Bürgermeister, VHS und Stadtbibliothek organisierten Vorlesetag
Vorlesen fördert Bildungschancen
Neuwied. Vorlesen hat Auswirkungen auf die Bildungschancen derjenigen Personen, denen vorgelesen wird. Das neue Schuljahr steht bald vor der Tür, und dies ist für viele Kinder der Zeitpunkt, an dem sie beginnen, eigenständig das Lesen zu lernen. Um die baldigen Schulanfängerinnen und Schulanfänger in dieser aufregenden Zeit zu unterstützen, organisierten Neuwieds Bürgermeister Peter Jung, Volker Trümper und Anna Lenz vom Leitungsteam der Stadtbibliothek, Karolina Paus, die Fachbereichsleiterin für Grundbildung der VHS Neuwied, und Julia Gorte vom GrubiNetz – Kompetenznetzwerk Grundbildung und Alphabetisierung gemeinschaftlich am 21. Juni eine Vorleseaktion für Kinder der städtischen Kita „Neuwieder Kinderschiff“. Die Kinder suchten sich selbstständig eine Geschichte aus der Kinderbuchreihe „Der kleine Eisbär“ des niederländischen Autors Hans de Beer aus.
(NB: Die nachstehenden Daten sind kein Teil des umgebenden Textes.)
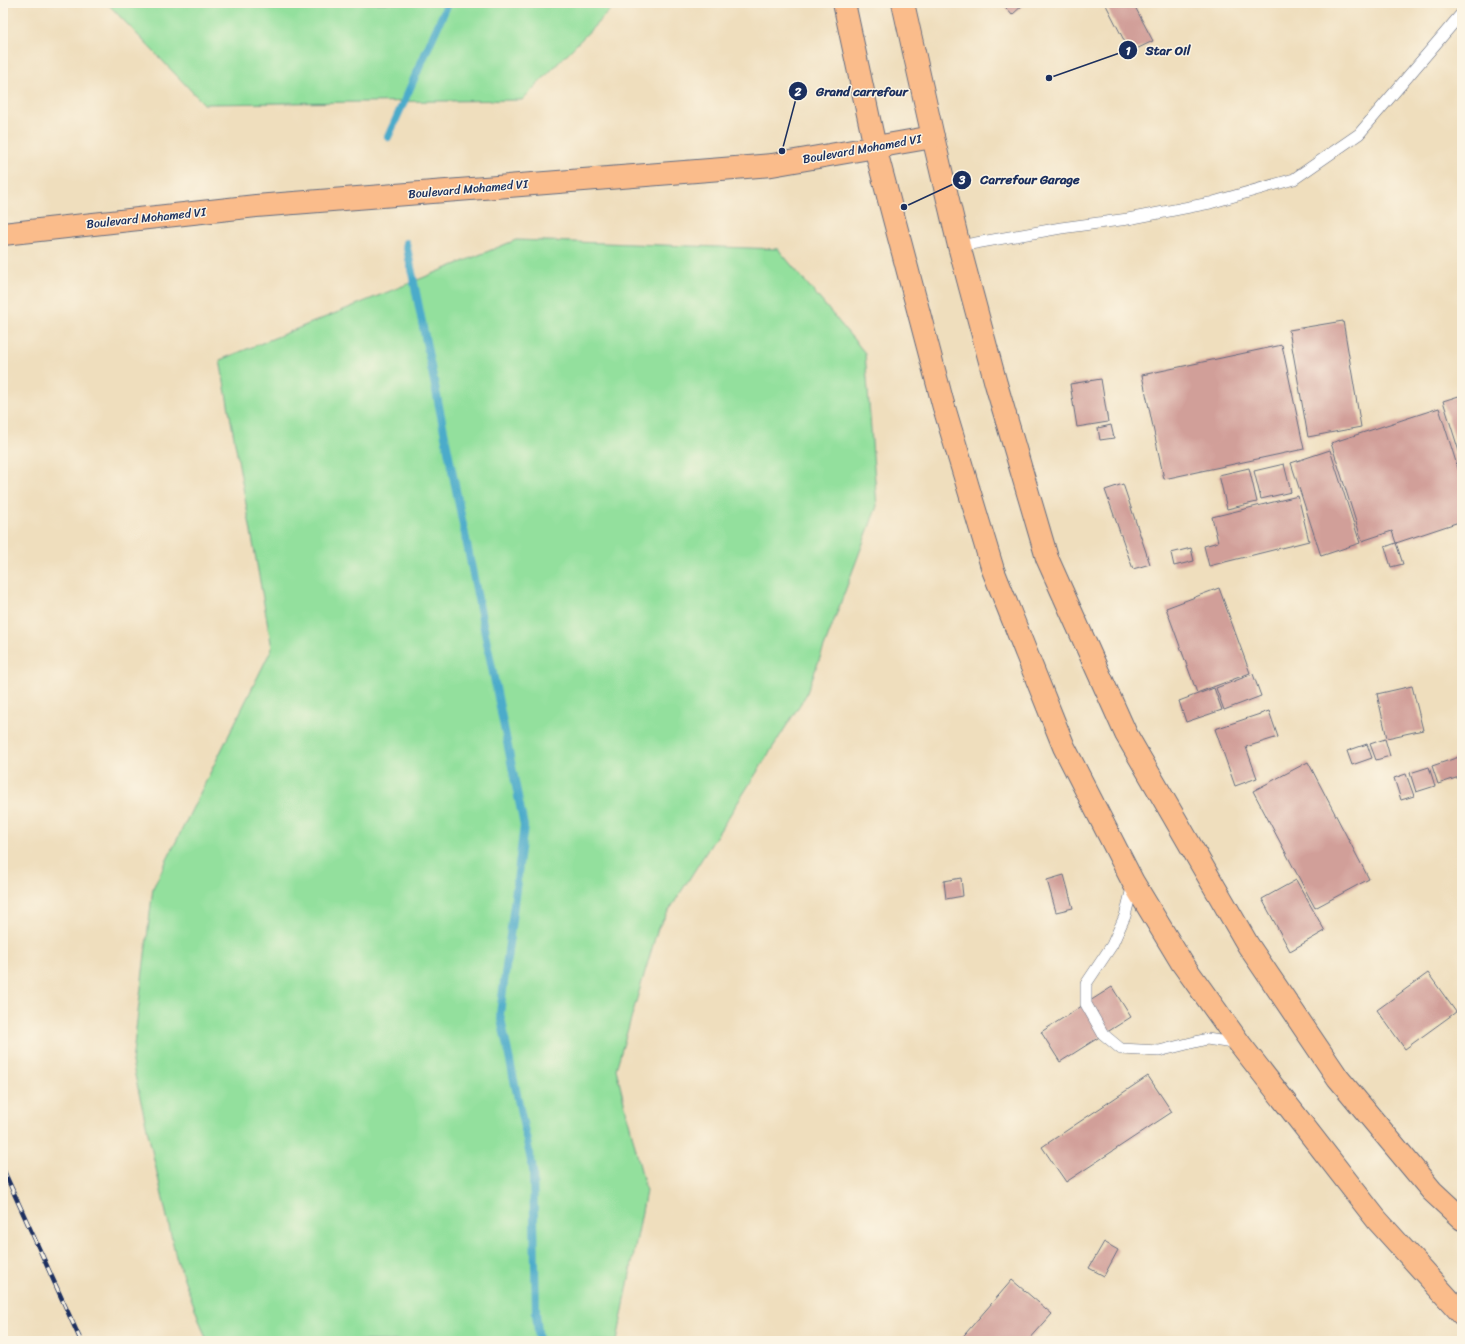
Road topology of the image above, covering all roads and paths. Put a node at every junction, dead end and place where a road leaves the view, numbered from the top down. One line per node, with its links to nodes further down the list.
1 (844, 3): 5 (main road)
2 (903, 3): 4 (main road)
3 (1462, 13): 7 (lane)
4 (933, 137): 5 (main road, Boulevard Mohamed VI); 7 (main road)
5 (875, 147): 6 (main road, Boulevard Mohamed VI); 8 (main road)
6 (3, 234)
7 (959, 246): 10 (main road)
8 (1133, 882): 9 (main road); 9 (lane)
9 (1240, 1044): 11 (main road)
10 (1462, 1219)
11 (1462, 1314)

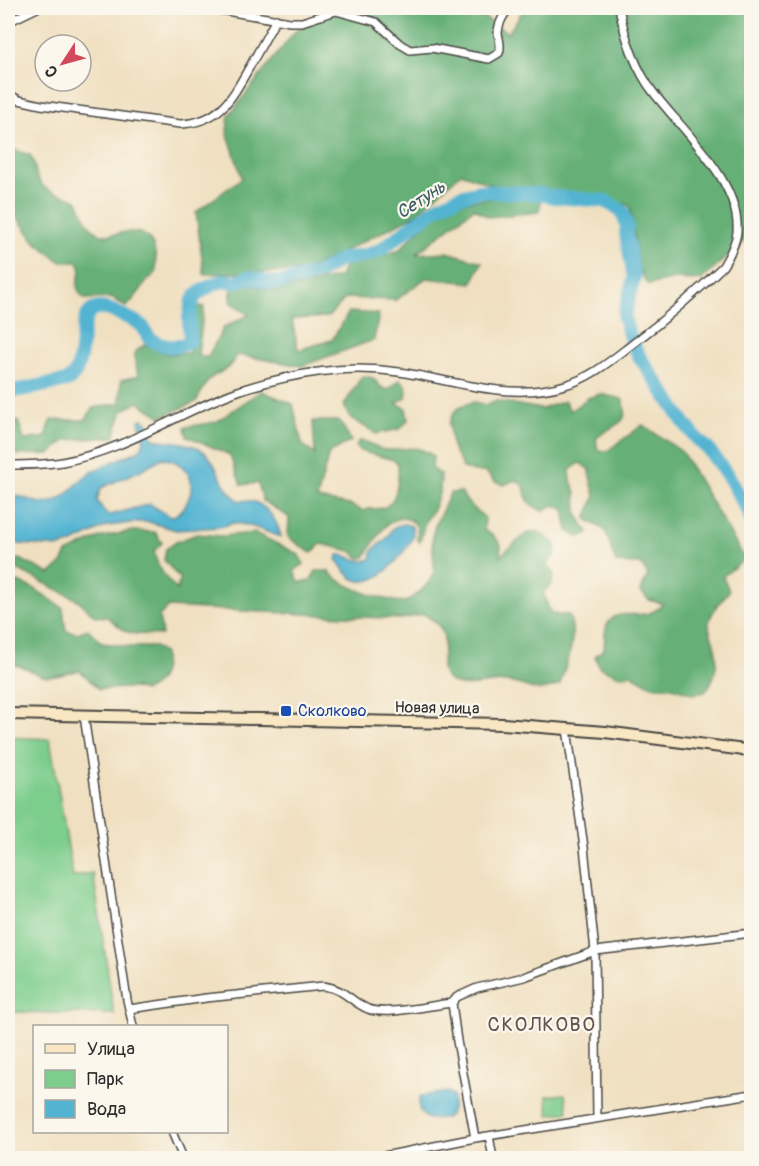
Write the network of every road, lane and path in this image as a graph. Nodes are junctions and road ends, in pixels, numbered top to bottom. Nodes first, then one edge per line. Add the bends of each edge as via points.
1 (37, 8) edge
2 (209, 8) edge
3 (509, 8) edge
4 (619, 8) edge
5 (276, 19) junction
6 (8, 22) edge
7 (8, 94) edge
8 (8, 465) edge
9 (8, 714) edge
10 (84, 716) junction
11 (567, 729) junction
12 (752, 751) edge
13 (752, 933) edge
14 (595, 951) junction
15 (452, 1003) junction
16 (129, 1009) junction
17 (133, 1025) edge
18 (752, 1094) edge
19 (597, 1118) junction
20 (173, 1133) edge
21 (489, 1136) junction
22 (475, 1138) junction
23 (183, 1158) edge
24 (374, 1158) edge
25 (494, 1158) edge

1 - 6 street
2 - 5 street
3 - 5 street via 498,33 502,46 489,59 432,48 410,50 376,22 336,11 302,22
4 - 8 street via 628,47 642,74 718,173 730,195 737,234 723,266 607,364 587,378 527,392 486,389 399,372 318,372 246,388 93,454 62,462
5 - 7 street via 232,98 213,115 193,124 40,105
9 - 10 street, Новая улица
10 - 11 street, Новая улица
10 - 16 street
11 - 12 street, Новая улица
11 - 14 street
13 - 14 street
14 - 15 street via 524,977 477,988
14 - 19 street
15 - 16 street via 380,1012 357,1004 340,989 323,986
15 - 22 street
16 - 17 street
18 - 19 street
19 - 21 street
20 - 23 street
21 - 22 street
21 - 25 street
22 - 24 street

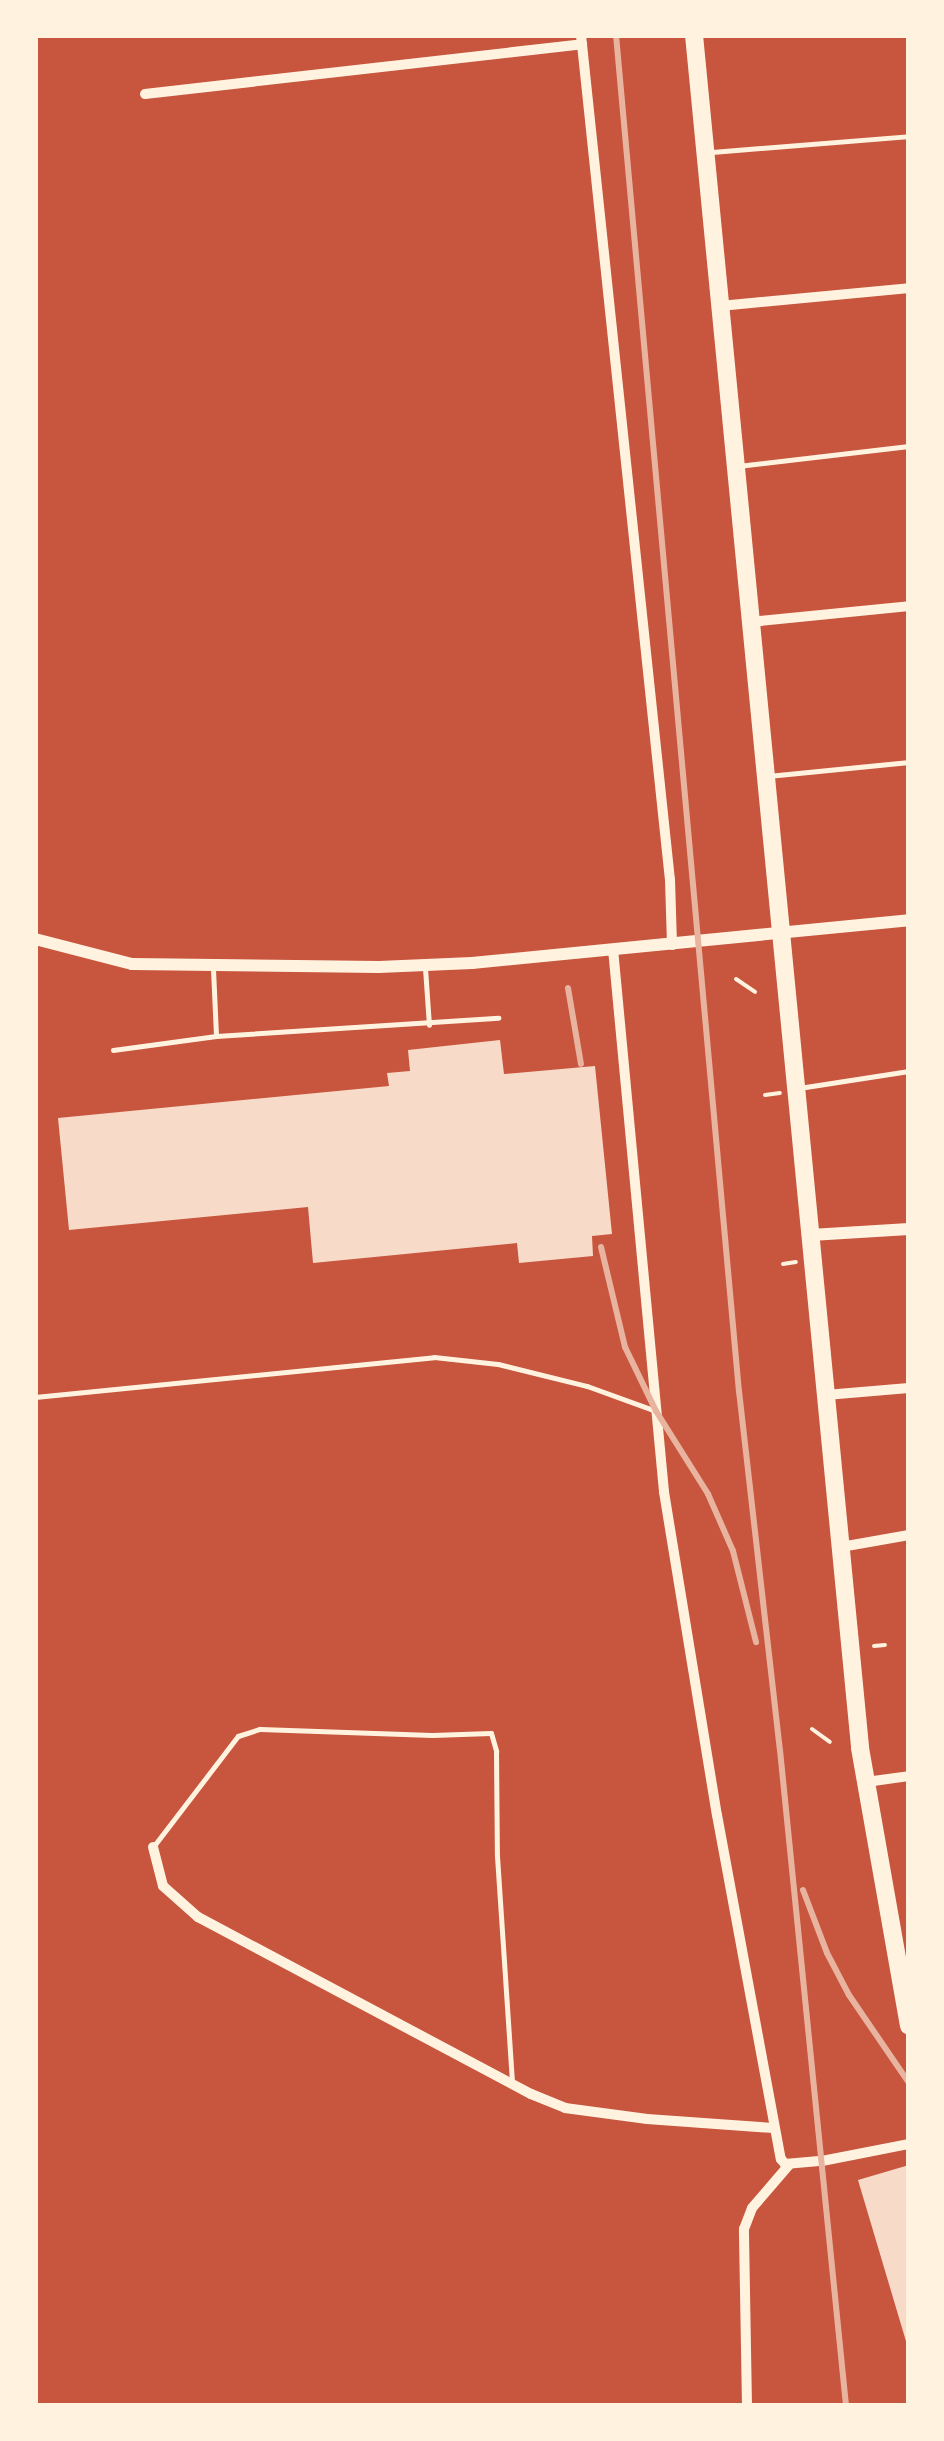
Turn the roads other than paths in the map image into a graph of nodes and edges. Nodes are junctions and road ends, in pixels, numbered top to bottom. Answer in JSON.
{"nodes":[{"id":1,"x":694,"y":35,"type":"edge"},
{"id":2,"x":582,"y":39,"type":"edge"},
{"id":3,"x":144,"y":94,"type":"dead end"},
{"id":4,"x":909,"y":136,"type":"edge"},
{"id":5,"x":704,"y":152,"type":"junction"},
{"id":6,"x":909,"y":288,"type":"edge"},
{"id":7,"x":719,"y":306,"type":"junction"},
{"id":8,"x":909,"y":446,"type":"edge"},
{"id":9,"x":734,"y":466,"type":"junction"},
{"id":10,"x":909,"y":606,"type":"edge"},
{"id":11,"x":750,"y":622,"type":"junction"},
{"id":12,"x":909,"y":762,"type":"edge"},
{"id":13,"x":765,"y":777,"type":"junction"},
{"id":14,"x":909,"y":920,"type":"edge"},
{"id":15,"x":781,"y":934,"type":"junction"},
{"id":16,"x":35,"y":939,"type":"edge"},
{"id":17,"x":672,"y":944,"type":"junction"},
{"id":18,"x":613,"y":949,"type":"junction"},
{"id":19,"x":425,"y":965,"type":"junction"},
{"id":20,"x":213,"y":966,"type":"junction"},
{"id":21,"x":498,"y":1018,"type":"dead end"},
{"id":22,"x":429,"y":1024,"type":"junction"},
{"id":23,"x":216,"y":1036,"type":"junction"},
{"id":24,"x":113,"y":1050,"type":"dead end"},
{"id":25,"x":909,"y":1072,"type":"edge"},
{"id":26,"x":788,"y":1091,"type":"junction"},
{"id":27,"x":909,"y":1230,"type":"edge"},
{"id":28,"x":811,"y":1234,"type":"junction"},
{"id":29,"x":909,"y":1388,"type":"edge"},
{"id":30,"x":826,"y":1395,"type":"junction"},
{"id":31,"x":35,"y":1397,"type":"edge"},
{"id":32,"x":656,"y":1411,"type":"junction"},
{"id":33,"x":909,"y":1535,"type":"edge"},
{"id":34,"x":841,"y":1547,"type":"junction"},
{"id":35,"x":909,"y":1776,"type":"edge"},
{"id":36,"x":866,"y":1782,"type":"junction"},
{"id":37,"x":153,"y":1847,"type":"joint"},
{"id":38,"x":901,"y":1943,"type":"edge"},
{"id":39,"x":908,"y":2019,"type":"edge"},
{"id":40,"x":512,"y":2084,"type":"junction"},
{"id":41,"x":774,"y":2128,"type":"junction"},
{"id":42,"x":909,"y":2144,"type":"edge"},
{"id":43,"x":789,"y":2165,"type":"junction"},
{"id":44,"x":747,"y":2406,"type":"edge"}],
"edges":[{"from":1,"to":5,"type":"main road"},
{"from":2,"to":3,"type":"street"},
{"from":2,"to":17,"type":"street"},
{"from":4,"to":5,"type":"lane"},
{"from":5,"to":7,"type":"main road"},
{"from":6,"to":7,"type":"street"},
{"from":7,"to":9,"type":"main road"},
{"from":8,"to":9,"type":"lane"},
{"from":9,"to":11,"type":"main road"},
{"from":10,"to":11,"type":"street"},
{"from":11,"to":13,"type":"main road"},
{"from":12,"to":13,"type":"lane"},
{"from":13,"to":15,"type":"main road"},
{"from":14,"to":15,"type":"street"},
{"from":15,"to":17,"type":"street"},
{"from":15,"to":26,"type":"main road"},
{"from":16,"to":20,"type":"street"},
{"from":17,"to":18,"type":"street"},
{"from":18,"to":19,"type":"street"},
{"from":18,"to":32,"type":"street"},
{"from":19,"to":20,"type":"street"},
{"from":19,"to":22,"type":"lane"},
{"from":20,"to":23,"type":"lane"},
{"from":21,"to":22,"type":"lane"},
{"from":22,"to":23,"type":"lane"},
{"from":23,"to":24,"type":"lane"},
{"from":25,"to":26,"type":"lane"},
{"from":26,"to":28,"type":"main road"},
{"from":27,"to":28,"type":"street"},
{"from":28,"to":30,"type":"main road"},
{"from":29,"to":30,"type":"street"},
{"from":30,"to":34,"type":"main road"},
{"from":31,"to":32,"type":"lane"},
{"from":32,"to":41,"type":"street"},
{"from":33,"to":34,"type":"street"},
{"from":34,"to":36,"type":"main road"},
{"from":35,"to":36,"type":"street"},
{"from":36,"to":38,"type":"main road"},
{"from":37,"to":40,"type":"street"},
{"from":37,"to":40,"type":"lane"},
{"from":38,"to":39,"type":"main road"},
{"from":40,"to":41,"type":"street"},
{"from":41,"to":43,"type":"street"},
{"from":42,"to":43,"type":"street"},
{"from":43,"to":44,"type":"street"}]}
Mit großen Augen verfolgten sie die Geschichte, die in Form des Kamishibai, dem japanischen Erzähltheater, vorgetragen wurde. Bildkarten unterstützten beim Vorlesen visuell. Die Mädchen und Jungen nahmen anschließend die Geschenke der VHS Neuwied und des GrubiNetzes entgegen. Es gab Farbstifte, Spitzer, Radiergummis, Bastel- und Rätselhefte, ausmalbare Gutscheinkarten sowie Luftballons mit Ballonstäben. Für die Aktion wurden auch Mittel des Europäischen Sozialfonds und des Ministeriums für Arbeit, Soziales, Transformation und Digitalisierung Rheinland-Pfalz verwendet.
Karolina Paus (Fachbereichsleitung Grundbildung, vhs Neuwied) war ebenfalls an der Organisation beteiligt.